The purpose of this study was to determine the maximum tolerated dose (MTD) and dose-limiting toxicity (DLT) of combined paclitaxel, epirubicin and cyclophosphamide in patients with metastatic breast cancer. The dose of paclitaxel was planned to be escalated from 150 to 225 mg/m(2)in 25 mg/m(2) steps, while the doses of epirubicin and cyclophosphamide were fixed at 50 and 500 mg/m(2), respectively.
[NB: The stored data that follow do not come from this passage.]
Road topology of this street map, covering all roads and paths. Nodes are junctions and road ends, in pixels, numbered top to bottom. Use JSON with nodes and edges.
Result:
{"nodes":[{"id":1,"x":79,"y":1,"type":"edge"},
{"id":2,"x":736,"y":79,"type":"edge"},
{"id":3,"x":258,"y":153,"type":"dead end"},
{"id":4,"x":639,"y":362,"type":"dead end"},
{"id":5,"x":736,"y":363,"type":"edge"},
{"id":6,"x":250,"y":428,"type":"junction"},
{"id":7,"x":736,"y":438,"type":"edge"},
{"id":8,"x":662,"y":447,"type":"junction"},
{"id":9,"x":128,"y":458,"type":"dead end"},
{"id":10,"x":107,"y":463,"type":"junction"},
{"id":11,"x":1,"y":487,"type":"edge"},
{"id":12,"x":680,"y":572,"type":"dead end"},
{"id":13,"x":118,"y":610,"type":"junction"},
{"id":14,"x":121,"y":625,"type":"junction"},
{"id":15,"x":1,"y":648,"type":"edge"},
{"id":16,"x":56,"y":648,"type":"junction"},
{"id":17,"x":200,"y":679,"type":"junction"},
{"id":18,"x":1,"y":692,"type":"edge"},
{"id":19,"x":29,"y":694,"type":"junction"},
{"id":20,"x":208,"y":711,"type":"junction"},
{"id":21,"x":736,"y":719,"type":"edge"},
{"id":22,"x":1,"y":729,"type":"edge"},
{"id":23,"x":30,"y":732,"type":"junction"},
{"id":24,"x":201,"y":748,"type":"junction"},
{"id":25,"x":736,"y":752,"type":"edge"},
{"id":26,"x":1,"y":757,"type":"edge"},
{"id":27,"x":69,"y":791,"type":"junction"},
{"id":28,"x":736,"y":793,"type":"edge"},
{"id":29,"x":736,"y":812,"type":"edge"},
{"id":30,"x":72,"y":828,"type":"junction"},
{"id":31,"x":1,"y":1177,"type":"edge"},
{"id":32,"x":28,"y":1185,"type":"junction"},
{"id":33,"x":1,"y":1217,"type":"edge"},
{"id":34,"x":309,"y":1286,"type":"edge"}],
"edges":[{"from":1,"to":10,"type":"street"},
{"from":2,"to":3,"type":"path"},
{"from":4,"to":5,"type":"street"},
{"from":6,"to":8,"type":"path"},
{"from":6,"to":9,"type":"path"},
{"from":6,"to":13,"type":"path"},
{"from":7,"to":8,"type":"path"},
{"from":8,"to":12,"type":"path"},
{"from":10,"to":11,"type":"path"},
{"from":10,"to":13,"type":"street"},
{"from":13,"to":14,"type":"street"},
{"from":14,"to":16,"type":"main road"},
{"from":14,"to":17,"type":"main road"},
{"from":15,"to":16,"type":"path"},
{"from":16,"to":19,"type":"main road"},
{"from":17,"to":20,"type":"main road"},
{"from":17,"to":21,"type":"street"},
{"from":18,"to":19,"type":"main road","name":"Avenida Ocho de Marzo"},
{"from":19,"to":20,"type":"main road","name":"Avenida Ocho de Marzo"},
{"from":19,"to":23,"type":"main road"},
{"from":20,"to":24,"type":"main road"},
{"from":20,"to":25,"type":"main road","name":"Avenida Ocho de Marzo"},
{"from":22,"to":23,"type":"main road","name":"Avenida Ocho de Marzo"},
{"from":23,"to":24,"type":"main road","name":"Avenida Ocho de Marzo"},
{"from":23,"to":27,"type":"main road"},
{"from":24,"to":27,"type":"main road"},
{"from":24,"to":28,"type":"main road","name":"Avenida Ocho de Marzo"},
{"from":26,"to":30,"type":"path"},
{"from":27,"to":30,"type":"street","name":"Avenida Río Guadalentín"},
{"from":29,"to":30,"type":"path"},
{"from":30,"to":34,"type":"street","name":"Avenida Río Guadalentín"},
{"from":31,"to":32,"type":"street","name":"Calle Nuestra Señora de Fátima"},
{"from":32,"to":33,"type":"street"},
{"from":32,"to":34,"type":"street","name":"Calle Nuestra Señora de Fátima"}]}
Because of DLT, the dose of paclitaxel was maintained at 200 mg/m(2) and the dose of epirubicin was increased to 90 mg/m(2). The MTD was reached at a dose of paclitaxel and epirubicin of 200 and 75 mg/m(2), respectively. DLT were mainly febrile neutropenia and grade 4 neutropenia lasting for > or =7 days. Among the 35 evaluable patients, there were 2 (6%) complete responses and 19 (53%) partial responses for an overall response rate of 59% [95% confidence interval (CI): 41-74%]. The triplet paclitaxel/epirubicin/cyclophosphamide is an effective and well-tolerated combination worthy of further investigation in the treatment of patients with metastatic breast cancer.